オンラインとリアルの融合が求められる時代
顧客行動の変化
消費者は日常的にデジタルとリアルを行き来しており、その境界はますますあいまいになっています。ECサイトの普及により、商品選びから購入までが数クリックで完了する利便性が定着し、アプリやSNSが顧客とのエンゲージメントを深める主戦場となっています。しかし一方で、リアルな体験の価値は消失していません。むしろ、実店舗やリアルイベント、対面での接触は、顧客との関係性を築き、ブランド体験を強化する重要な役割を果たしています。
例えば、消費者がECサイトで商品を比較し実店舗で購入を決めるケースや、店舗で実物を確認した後にアプリで注文するケースは、もはや珍しくありません。この「オンラインとリアルが交錯するカスタマージャーニー」を把握し、スムーズな体験を提供することは、競争優位性を確立する鍵となっています。
パーソナライズマーケティングの進化
こうした背景の中、注目されているのがパーソナライズマーケティングです。従来のマーケティングが「多くの人に一律でメッセージを届ける」方法だったのに対し、パーソナライズは顧客一人ひとりのニーズ、好み、行動に合わせて最適化された体験を提供することを目指しています。この「個別最適化」が、現代の複雑化する顧客行動に対する回答となり得るのです。

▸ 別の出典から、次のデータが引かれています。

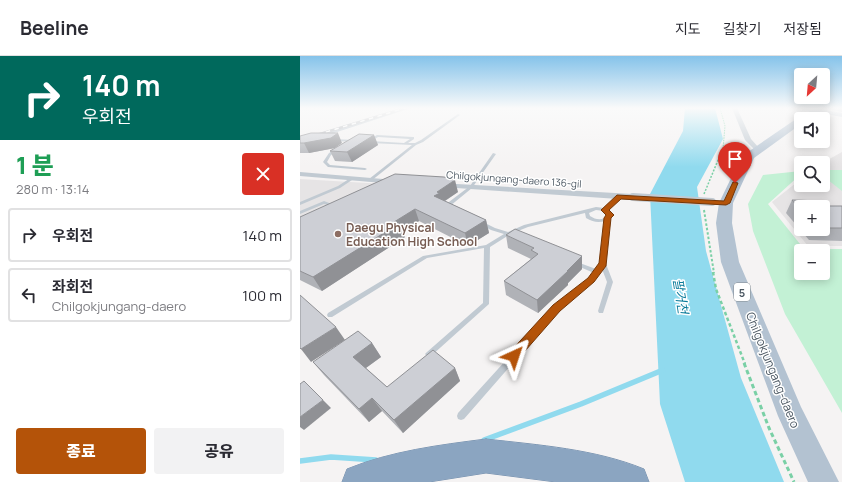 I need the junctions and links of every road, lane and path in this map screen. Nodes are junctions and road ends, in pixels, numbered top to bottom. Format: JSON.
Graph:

パーソナライズの基盤となるのは「データの統合」です。オンラインでは、顧客の閲覧履歴、購入履歴、アプリ内の行動データを収集できます。一方、リアルではPOS (販売時点情報管理) データ、店舗来店履歴、あるいはスタッフとの会話の記録などが重要な情報源です。これらのデータを統合することで、オンラインとリアルの双方をまたいだ一貫性のある顧客プロファイルを作り上げることが可能です。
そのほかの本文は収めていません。